__Directions for this task__: Every line below is to be quoted exactly, with nothing added or dropped.

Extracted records
* * *
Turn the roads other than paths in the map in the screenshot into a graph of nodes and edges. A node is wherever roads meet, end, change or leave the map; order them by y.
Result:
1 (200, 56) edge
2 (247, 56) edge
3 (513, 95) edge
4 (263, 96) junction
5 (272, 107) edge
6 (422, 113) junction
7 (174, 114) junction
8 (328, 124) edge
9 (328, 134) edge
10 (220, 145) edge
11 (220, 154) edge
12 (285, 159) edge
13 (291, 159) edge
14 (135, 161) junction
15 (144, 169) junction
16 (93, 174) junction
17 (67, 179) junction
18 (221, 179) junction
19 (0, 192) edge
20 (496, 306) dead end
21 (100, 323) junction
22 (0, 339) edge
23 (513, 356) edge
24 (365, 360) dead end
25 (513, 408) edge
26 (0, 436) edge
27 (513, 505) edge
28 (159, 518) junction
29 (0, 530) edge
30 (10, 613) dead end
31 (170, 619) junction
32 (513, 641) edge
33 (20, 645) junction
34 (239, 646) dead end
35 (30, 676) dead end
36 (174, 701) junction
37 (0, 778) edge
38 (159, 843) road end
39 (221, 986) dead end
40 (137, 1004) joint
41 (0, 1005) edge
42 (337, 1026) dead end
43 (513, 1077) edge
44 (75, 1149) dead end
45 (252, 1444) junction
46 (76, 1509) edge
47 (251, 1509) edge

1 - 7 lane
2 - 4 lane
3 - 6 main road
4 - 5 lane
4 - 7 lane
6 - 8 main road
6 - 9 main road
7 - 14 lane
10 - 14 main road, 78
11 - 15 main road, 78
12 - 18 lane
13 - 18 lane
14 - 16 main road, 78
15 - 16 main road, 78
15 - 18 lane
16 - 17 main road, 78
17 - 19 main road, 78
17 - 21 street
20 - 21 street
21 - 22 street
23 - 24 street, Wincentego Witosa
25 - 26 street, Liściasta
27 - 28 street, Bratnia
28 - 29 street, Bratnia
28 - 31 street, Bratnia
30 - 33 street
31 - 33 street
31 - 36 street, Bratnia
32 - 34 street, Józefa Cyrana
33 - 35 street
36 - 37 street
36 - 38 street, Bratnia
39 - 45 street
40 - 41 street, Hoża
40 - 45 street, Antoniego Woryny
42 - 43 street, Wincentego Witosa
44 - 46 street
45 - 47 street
* * *
__Answer__:
Turn the roads other than paths in the map in the screenshot into a graph of nodes and edges. A node is wherever roads meet, end, change or leave the map; order them by y.
Result:
1 (200, 56) edge
2 (247, 56) edge
3 (513, 95) edge
4 (263, 96) junction
5 (272, 107) edge
6 (422, 113) junction
7 (174, 114) junction
8 (328, 124) edge
9 (328, 134) edge
10 (220, 145) edge
11 (220, 154) edge
12 (285, 159) edge
13 (291, 159) edge
14 (135, 161) junction
15 (144, 169) junction
16 (93, 174) junction
17 (67, 179) junction
18 (221, 179) junction
19 (0, 192) edge
20 (496, 306) dead end
21 (100, 323) junction
22 (0, 339) edge
23 (513, 356) edge
24 (365, 360) dead end
25 (513, 408) edge
26 (0, 436) edge
27 (513, 505) edge
28 (159, 518) junction
29 (0, 530) edge
30 (10, 613) dead end
31 (170, 619) junction
32 (513, 641) edge
33 (20, 645) junction
34 (239, 646) dead end
35 (30, 676) dead end
36 (174, 701) junction
37 (0, 778) edge
38 (159, 843) road end
39 (221, 986) dead end
40 (137, 1004) joint
41 (0, 1005) edge
42 (337, 1026) dead end
43 (513, 1077) edge
44 (75, 1149) dead end
45 (252, 1444) junction
46 (76, 1509) edge
47 (251, 1509) edge

1 - 7 lane
2 - 4 lane
3 - 6 main road
4 - 5 lane
4 - 7 lane
6 - 8 main road
6 - 9 main road
7 - 14 lane
10 - 14 main road, 78
11 - 15 main road, 78
12 - 18 lane
13 - 18 lane
14 - 16 main road, 78
15 - 16 main road, 78
15 - 18 lane
16 - 17 main road, 78
17 - 19 main road, 78
17 - 21 street
20 - 21 street
21 - 22 street
23 - 24 street, Wincentego Witosa
25 - 26 street, Liściasta
27 - 28 street, Bratnia
28 - 29 street, Bratnia
28 - 31 street, Bratnia
30 - 33 street
31 - 33 street
31 - 36 street, Bratnia
32 - 34 street, Józefa Cyrana
33 - 35 street
36 - 37 street
36 - 38 street, Bratnia
39 - 45 street
40 - 41 street, Hoża
40 - 45 street, Antoniego Woryny
42 - 43 street, Wincentego Witosa
44 - 46 street
45 - 47 street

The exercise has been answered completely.